The Financial Times
June 17 2008
Federal Reserve officials and financial market investors agree on one thing: that the US central bank will probably have to start raising interest rates again in the not too distant future. Where they disagree, however, is how soon? And how fast?
In recent days the market has gone from pricing in one rate increase by the end of the year to pricing in at least three and possibly four. This does not appear to match the balance of views within the US central bank.
There are two schools of thought inside the Fed. The first holds that the Fed cut rates to extremely low levels – particularly in real (inflation-adjusted) terms – to deal with the “tail risk”. That is an outcome that is not likely to materialise but would be very costly if it did – in this case that there would be a very severe recession.
In doing so the US central bank went further than would have been justified based only on policymakers’ base case forecasts for weak growth.
As chairman Ben Bernanke said in a speech last week, the tail risk to growth has now receded significantly. While bank shares have weakened again in the past month, markets overall have made visible progress since March and consumer spending has held up well.
If a large part of the rate cuts were to deal with the tail risks, the hawks argue, these cuts should be taken back as the tail risks decline, even if the base case outlook has not improved much.
Jeffrey Lacker, president of the Richmond Fed, said on Monday “just as easing policy aggressively in response to emerging downside risks made sense, withdrawing some of that stimulus as those risks diminish makes eminent sense as well”.
Some Fed officials argue that there is now a heightened tail risk on the inflation side. They urge rapid rate normalisation – at least part of the way – to pre-empt any further increase in inflation expectations.

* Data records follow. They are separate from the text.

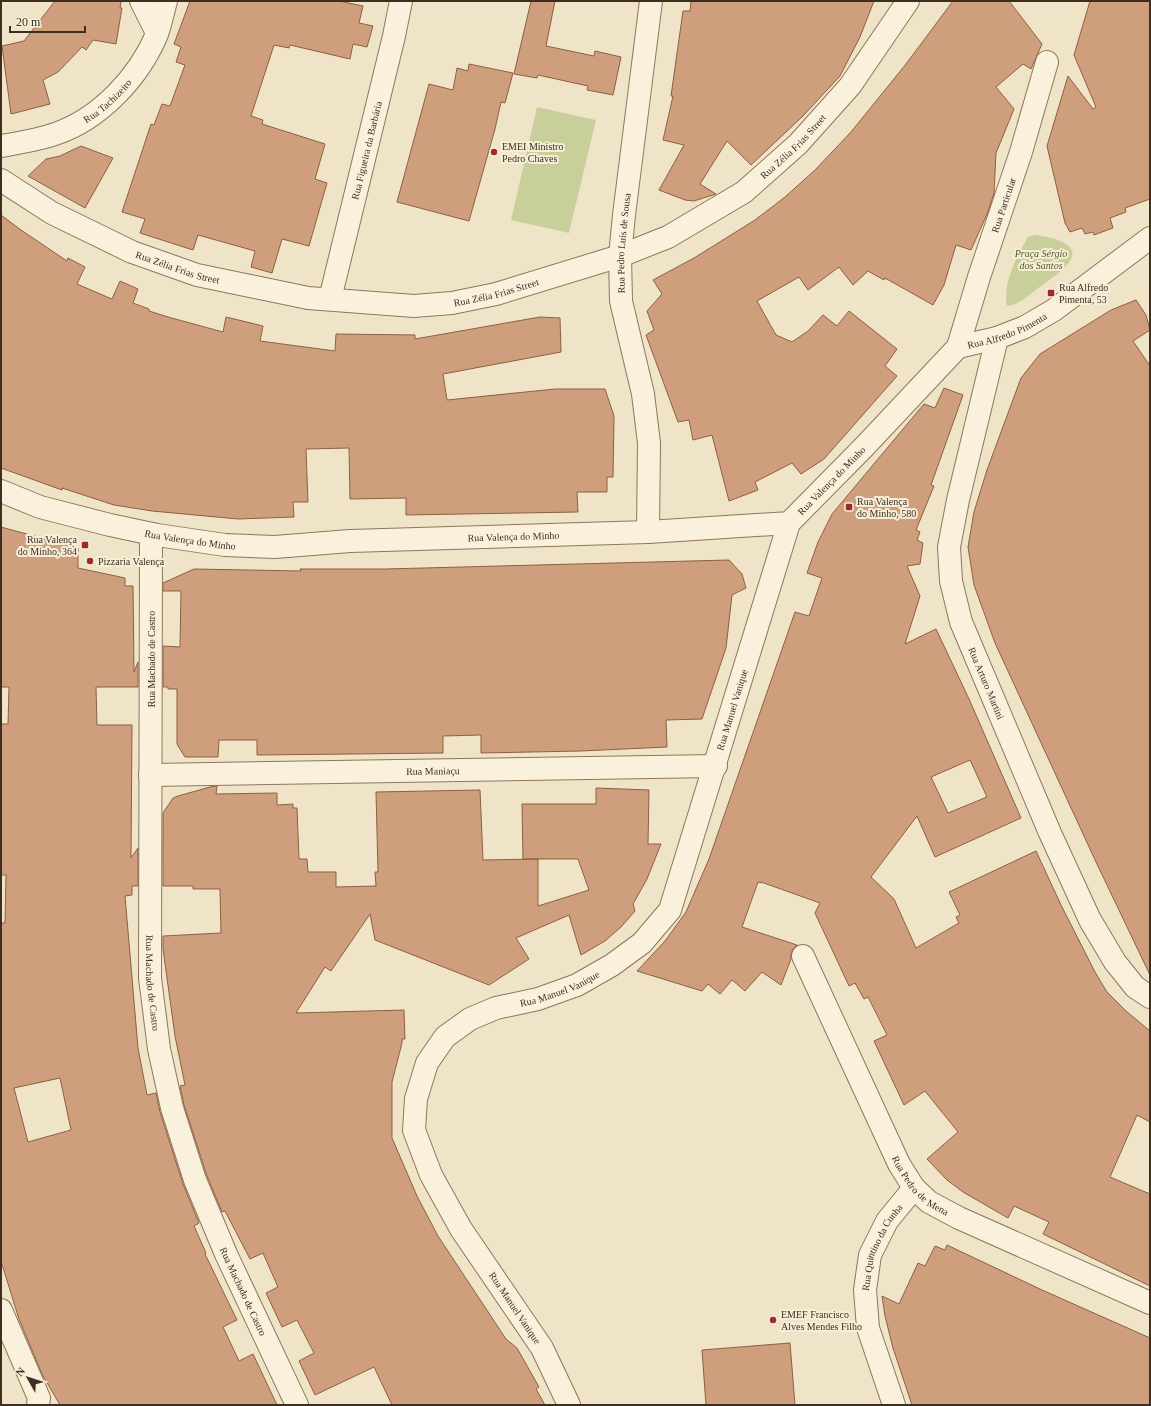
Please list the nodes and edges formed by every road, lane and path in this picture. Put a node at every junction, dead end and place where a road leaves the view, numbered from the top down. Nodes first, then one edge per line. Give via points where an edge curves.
1 (141, 1) edge
2 (166, 1) edge
3 (401, 1) edge
4 (651, 1) edge
5 (907, 2) edge
6 (157, 33) junction
7 (1047, 62) dead end
8 (1, 146) edge
9 (1, 180) edge
10 (1150, 238) edge
11 (620, 256) junction
12 (330, 299) junction
13 (997, 338) junction
14 (958, 347) junction
15 (1, 491) edge
16 (789, 523) junction
17 (648, 532) junction
18 (151, 534) junction
19 (716, 766) junction
20 (150, 775) junction
21 (802, 956) dead end
22 (1150, 997) edge
23 (914, 1188) junction
24 (1150, 1303) edge
25 (1, 1310) edge
26 (40, 1403) edge
27 (297, 1405) edge
28 (569, 1405) edge
29 (894, 1405) edge

1 - 6 street
2 - 6 street, Rua Tachizeiro
3 - 12 street, Rua Figueira da Barbária
4 - 11 street, Rua Pedro Luís de Sousa
5 - 11 street, Rua Zélia Frias Street via 850,86 798,144 744,192 668,237
6 - 8 street, Rua Tachizeiro via 141,64 121,91 99,109 79,123 56,134
7 - 14 street, Rua Particular via 1021,152
9 - 12 street, Rua Zélia Frias Street via 52,213 132,252 197,275 308,298
10 - 13 street, Rua Alfredo Pimenta via 1054,310 1025,327
11 - 12 street, Rua Zélia Frias Street via 496,294 452,304 414,306
11 - 17 street, Rua Pedro Luís de Sousa via 621,301 643,394 649,443
13 - 14 street, Rua Alfredo Pimenta
13 - 22 street, Rua Arturo Martini via 949,547 951,581 962,622 1050,833 1090,920 1115,962 1135,987
14 - 16 street, Rua Valença do Minho
15 - 18 street, Rua Valença do Minho via 40,507
16 - 17 street, Rua Valença do Minho
16 - 19 street, Rua Manuel Vanique
17 - 18 street, Rua Valença do Minho via 350,541 275,547 225,546
18 - 20 street, Rua Machado de Castro
19 - 20 street, Rua Maniaçu
19 - 28 street, Rua Manuel Vanique via 670,910 642,943 612,965 577,985 538,999 496,1008 470,1019 445,1037 427,1063 416,1099 414,1130 431,1175 461,1229 542,1348
20 - 27 street, Rua Machado de Castro via 150,978 159,1049 172,1108 195,1180 226,1254
21 - 23 street, Rua Pedro de Mena via 899,1164
23 - 24 street, Rua Pedro de Mena via 929,1202 959,1218
23 - 29 street, Rua Quintino da Cunha via 887,1221 873,1248 865,1290 868,1328
25 - 26 street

But a second school of thought inside the Fed which does not share this conclusion. This more dovish group argues that even though the Fed set out to combat tail risks by cutting rates aggressively, in practice a large part of the rate cuts simply offset the tightening in financial conditions that would otherwise have been caused by the credit crisis. Overall financial conditions are easier now than they were in August 2007, but not very much easier.
Yet the economy is much weaker today than it was in August 2007. Growth remains weak and unemployment is rising, even setting aside the remaining downside risk from housing and the financial sector.
Therefore, the Fed doves argue, the current level of interest rates may not be wildly inappropriate even relative to the base case for growth.
These officials are less concerned about the tail risk to inflation, given the offset to higher oil prices from rising unemployment. They would back aggressive action if inflation expectations broke higher, but are not minded to move to lock down expectations.
These officials still envisage raising rates as market strains ease, the growth outlook improves, and to offset any rise in expected inflation, leaving real rates unchanged. But the pace of rate increases they anticipate is considerably slower than the first group.
Mr Bernanke has not yet shown his hand. He may stand somewhere between these two schools of thought. But he is likely to share at least a good part of the Fed doves’ thinking.
The market, meanwhile, appears to be taking its cue from the first group. Since the second group is influential, this could turn out to be a mistake.